You can stylise the table.

kable(fitted, align = 'c', digits = 2,
      caption = 'Predicted Probabilities for Fitted Values')
Predicted Probabilities for Fitted Values
gre gpa rank predicted
587.7 3.39 1 0.52
587.7 3.39 2 0.35
587.7 3.39 3 0.22
587.7 3.39 4 0.18

Note

Show regression output with stargazer

kable is limited if we want to create regression output tables, especially for multiple models.

stargazer is good for this.

stargazer example

Estimate models

L1 <- glm(admit ~ gre,
              data = Admission, family = 'binomial')

L2 <- glm(admit ~ gre + gpa,
              data = Admission, family = 'binomial')

L3 <- glm(admit ~ gre + gpa + as.factor(rank),
              data = Admission, family = 'binomial')

stargazer example HTML

When you are creating a table for an HTML doc with stargazer use:

  • type = 'html'
# Create cleaner covariate labels
labels <- c('GRE Score', 'GPA Score',
            '2nd Ranked School', '3rd Ranked School',
            '4th Ranked School', '(Intercept)')

stargazer::stargazer(L1, L2, L3, covariate.labels = labels,
    title = 'Logistic Regression Estimates of Grad School Acceptance',
    digits = 2, type = 'html')

stargazer example HTML

stargazer example PDF

When you are creating a PDF use the arguments:

  • type = 'latex'

  • header = FALSE

# Create cleaner covariate labels
labels <- c('GRE Score', 'GPA Score',
            '2nd Ranked School', '3rd Ranked School',
            '4th Ranked School', '(Intercept)')

stargazer::stargazer(L1, L2, L3, covariate.labels = labels,
    title = 'Logistic Regression Estimates of Grad School Acceptance',
    digits = 2, type = 'latex', header = FALSE)

stargazer output in PDF

stargazer plain text output

You may want to compare multiple models at once in your R console, use stargazer with type = 'text':

stargazer(L1, L2, L3, type = 'text')

Showing Results with Figures



Tables are important to include so that readers can explore details, but are usually not the best way to show your results.

Figures are often more effective.

General principles

(A Selection of) Tufte's Principles for Excellent Statistical Graphics (2001, 13):

  • Show the data

  • Encourage the eye to compare differences in the data

  • Serve a clear purpose

  • Avoid distorting the data

  • Be closely integrated with the text

Show the data

Show the data, not other things like silly graphics or unnecessary words.

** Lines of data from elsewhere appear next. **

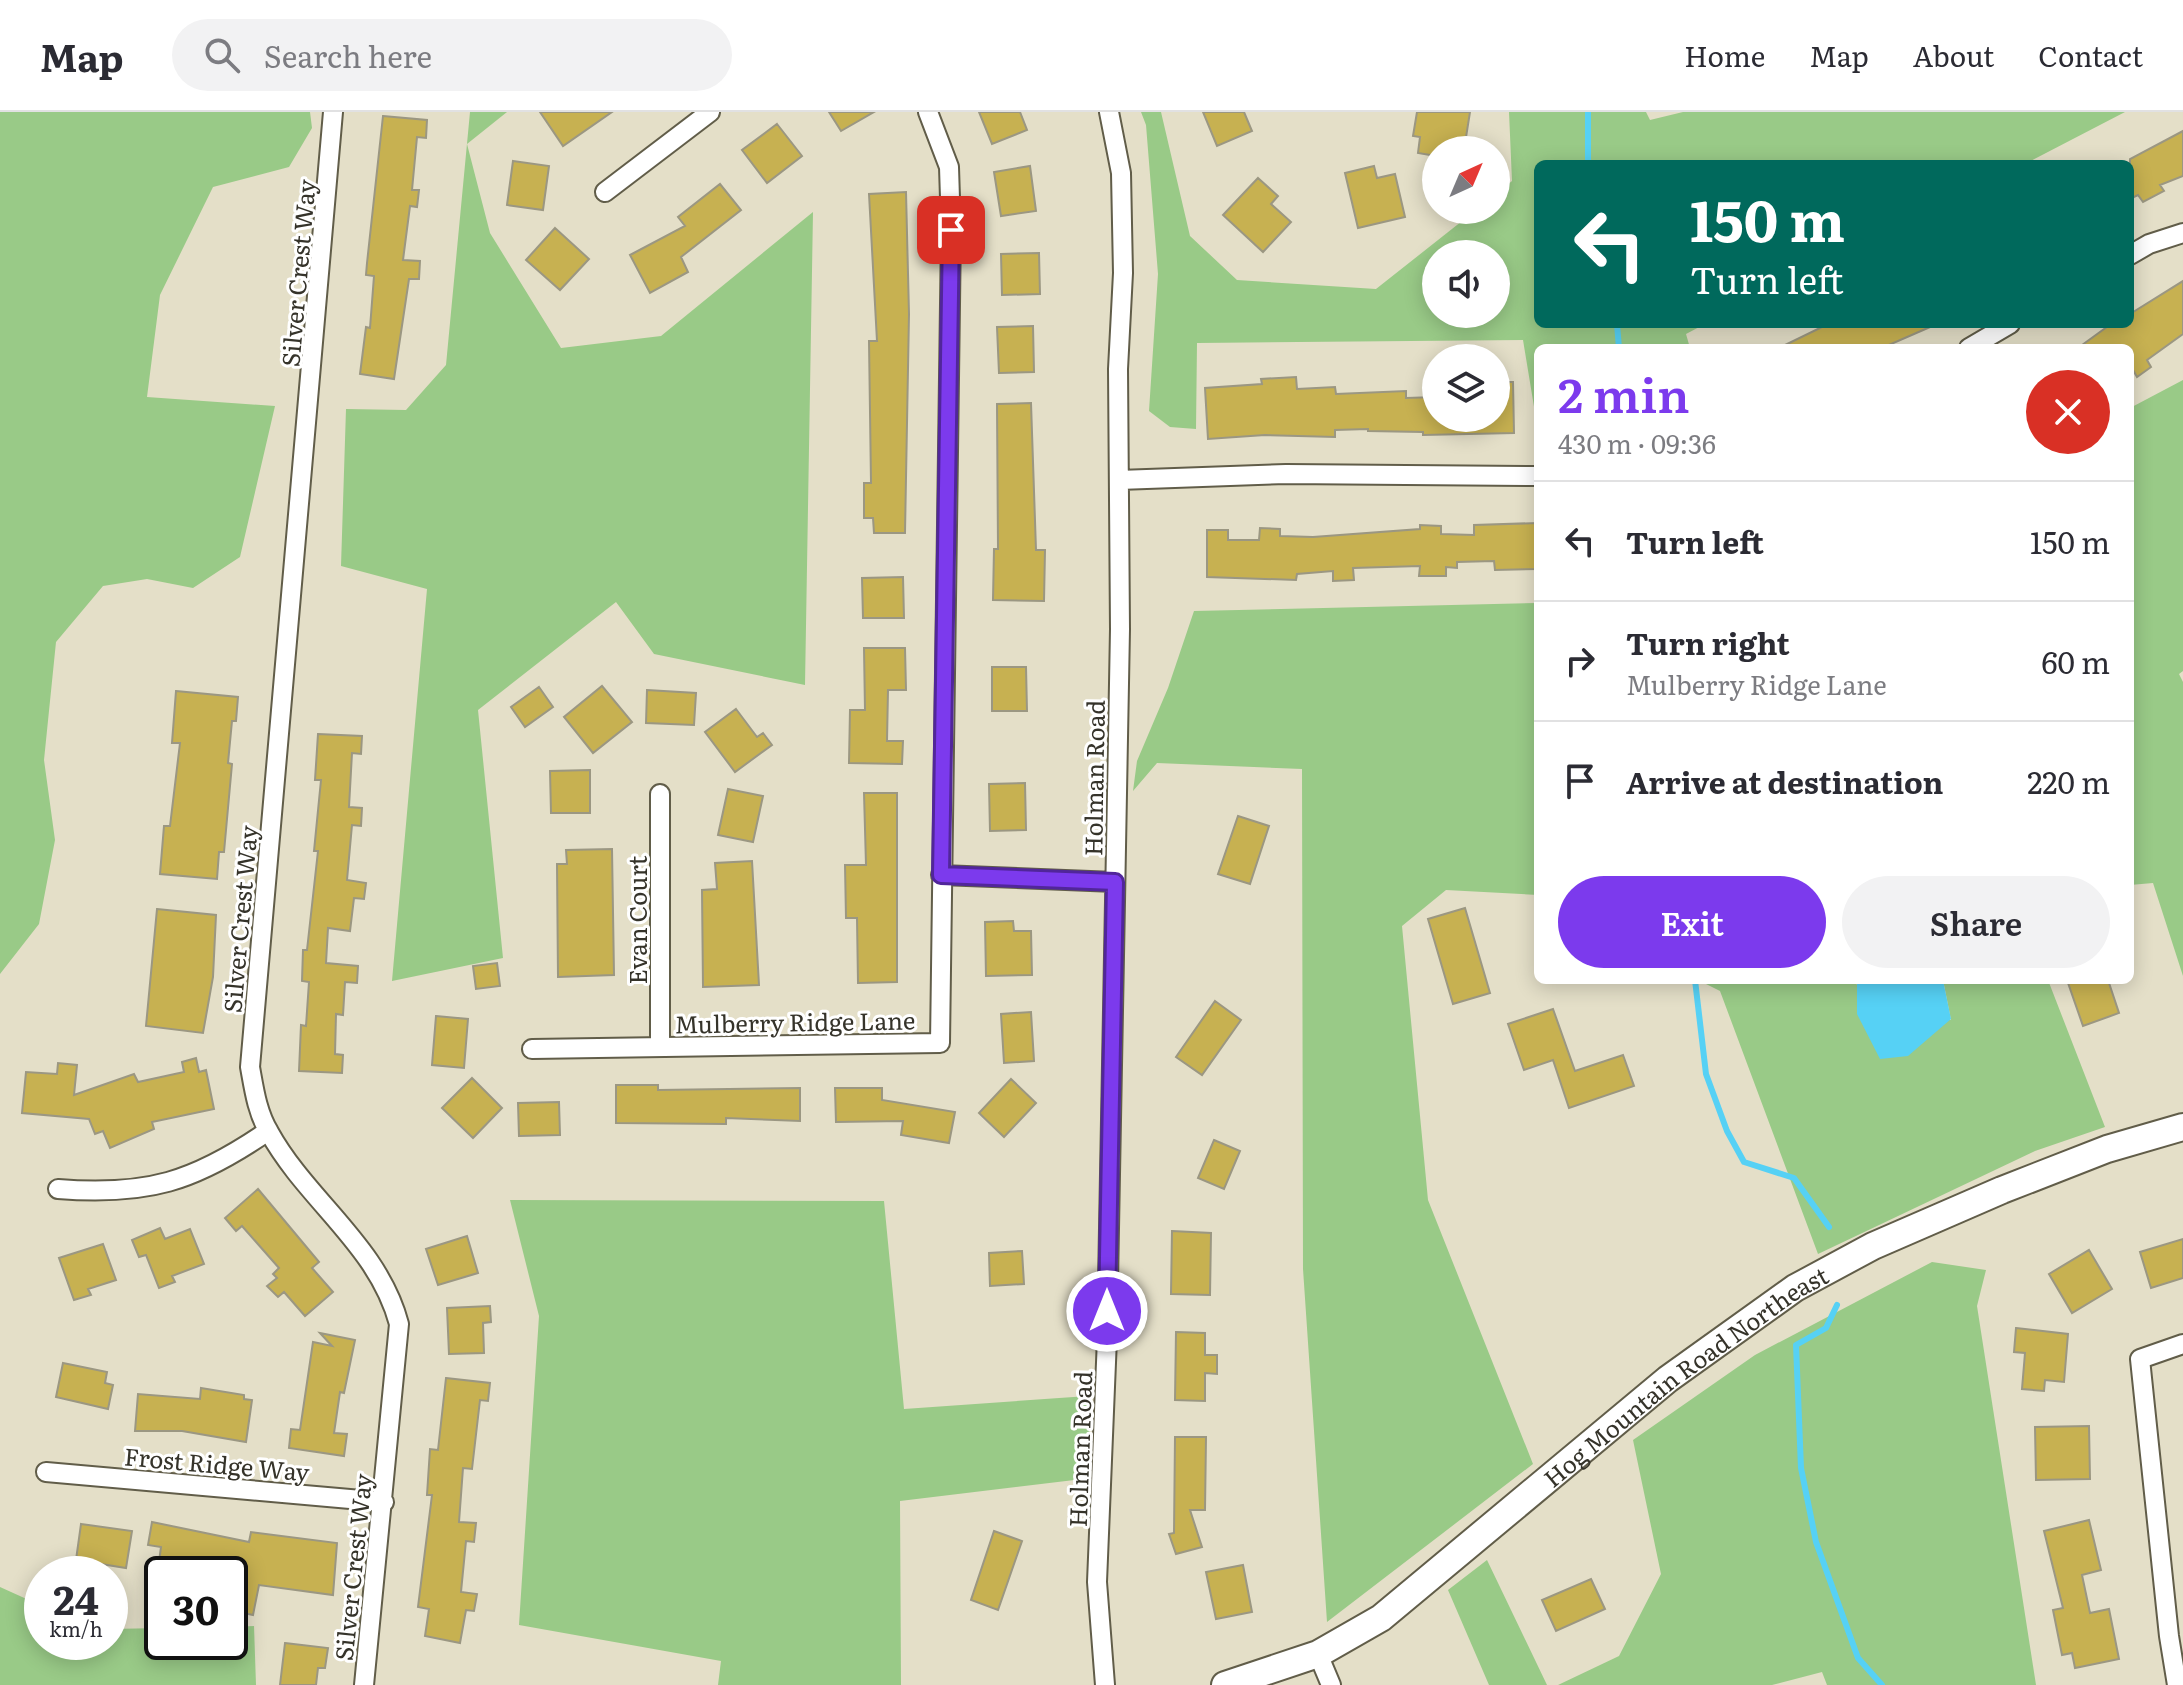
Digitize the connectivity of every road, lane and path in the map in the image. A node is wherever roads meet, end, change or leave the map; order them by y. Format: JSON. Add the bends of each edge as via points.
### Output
{"nodes":[{"id":1,"x":333,"y":112,"type":"edge"},
{"id":2,"x":710,"y":112,"type":"edge"},
{"id":3,"x":928,"y":112,"type":"edge"},
{"id":4,"x":1109,"y":112,"type":"edge"},
{"id":5,"x":605,"y":192,"type":"dead end"},
{"id":6,"x":2183,"y":233,"type":"edge"},
{"id":7,"x":2134,"y":253,"type":"edge"},
{"id":8,"x":2003,"y":328,"type":"edge"},
{"id":9,"x":1976,"y":344,"type":"edge"},
{"id":10,"x":1534,"y":476,"type":"edge"},
{"id":11,"x":1119,"y":480,"type":"junction"},
{"id":12,"x":660,"y":794,"type":"dead end"},
{"id":13,"x":941,"y":875,"type":"junction"},
{"id":14,"x":1115,"y":882,"type":"junction"},
{"id":15,"x":660,"y":1047,"type":"junction"},
{"id":16,"x":532,"y":1049,"type":"dead end"},
{"id":17,"x":2183,"y":1127,"type":"edge"},
{"id":18,"x":268,"y":1131,"type":"junction"},
{"id":19,"x":58,"y":1189,"type":"dead end"},
{"id":20,"x":2183,"y":1344,"type":"edge"},
{"id":21,"x":46,"y":1472,"type":"dead end"},
{"id":22,"x":384,"y":1502,"type":"junction"},
{"id":23,"x":1318,"y":1654,"type":"junction"},
{"id":24,"x":364,"y":1685,"type":"edge"},
{"id":25,"x":1105,"y":1685,"type":"edge"},
{"id":26,"x":1225,"y":1685,"type":"edge"},
{"id":27,"x":1331,"y":1685,"type":"edge"},
{"id":28,"x":2177,"y":1685,"type":"edge"}],
"edges":[{"from":1,"to":18,"type":"street","name":"Silver Crest Way","via":[[250,1067]]},
{"from":2,"to":5,"type":"street"},
{"from":3,"to":13,"type":"street","name":"Mulberry Ridge Lane","via":[[949,167],[951,230]]},
{"from":4,"to":11,"type":"street","name":"Holman Road","via":[[1121,187]]},
{"from":6,"to":7,"type":"street"},
{"from":8,"to":9,"type":"street"},
{"from":10,"to":11,"type":"street","via":[[1286,474]]},
{"from":11,"to":14,"type":"street","name":"Holman Road"},
{"from":12,"to":15,"type":"street","name":"Evan Court"},
{"from":13,"to":14,"type":"street"},
{"from":13,"to":15,"type":"street","name":"Mulberry Ridge Lane","via":[[940,1043]]},
{"from":14,"to":25,"type":"street","name":"Holman Road","via":[[1097,1582]]},
{"from":15,"to":16,"type":"street","name":"Mulberry Ridge Lane"},
{"from":17,"to":23,"type":"street","name":"Hog Mountain Road Northeast","via":[[2107,1149],[2002,1190],[1873,1246],[1795,1288],[1611,1424],[1381,1618]]},
{"from":18,"to":19,"type":"street","via":[[194,1175],[151,1188]]},
{"from":18,"to":22,"type":"street","name":"Silver Crest Way","via":[[372,1262],[391,1295],[399,1324]]},
{"from":20,"to":28,"type":"street","via":[[2140,1359]]},
{"from":21,"to":22,"type":"street","name":"Frost Ridge Way"},
{"from":22,"to":24,"type":"street","name":"Silver Crest Way"},
{"from":23,"to":26,"type":"street","name":"Hog Mountain Road Northeast"},
{"from":23,"to":27,"type":"street"}]}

Have a high data ink ratio:

\[ \mathrm{Data\:Ink\:Ratio} = \mathrm{\frac{data - ink}{total\:ink}} \]

Encourage the eye to compare differences

How did the budgets change? (Orange is 2013, Blue is 2012)

A little better

Even better

Avoid distorting the data: special case circles

In general: Avoid using the size of a circle to mean something!

So, avoid:

  • bubble charts

  • pie charts

Why avoid circles?

Circles can distort data.

  • It is difficult to compare their size.

  • The Ebbinghause Illusion!

Order the circles from smallest to largest.

The circles are on a scale of 0-100, so what are their values?

Ebbinghause Illusion

Which circle is bigger?

Colours and Data Distortions

Which square is darkest?

Colour Principles




Only give graphical features (e.g. bars in a bar chart) different colours if it means something in the data.

Colour Principles

Colours should be used to:

  • highlight particular data,

  • group items,

  • encode quantitative values

    • Values of continuous variables should be represented using increasing hues of the same colour.

    • Categorical variables should be represented with different colours. (rule of thumb: avoid using more than about 7 colours in a plot)

Bad

Good

Colours and accessibility

Selecting colors

A more systematic introduction to ggplot2




"gg" means "Grammar of Graphics".

"2" just means that it is the second one.

ggplot2 syntax

Each plot is made of layers. Layers include the coordinate system (x-y), points, labels, etc.

Each layer has aesthetics (aes) including the x & y, size, shape, and colour.

The main layer types are called geometrics (geom). These include lines, points, density plots, bars, and text.

ggplot2 examples setup

library(devtools)
library(ggplot2)

source_url("http://bit.ly/OTWEGS")

# Create data with no missing values of infant mortality
InfantNoMiss <- subset(MortalityGDP,
                           !is.na(InfantMortality))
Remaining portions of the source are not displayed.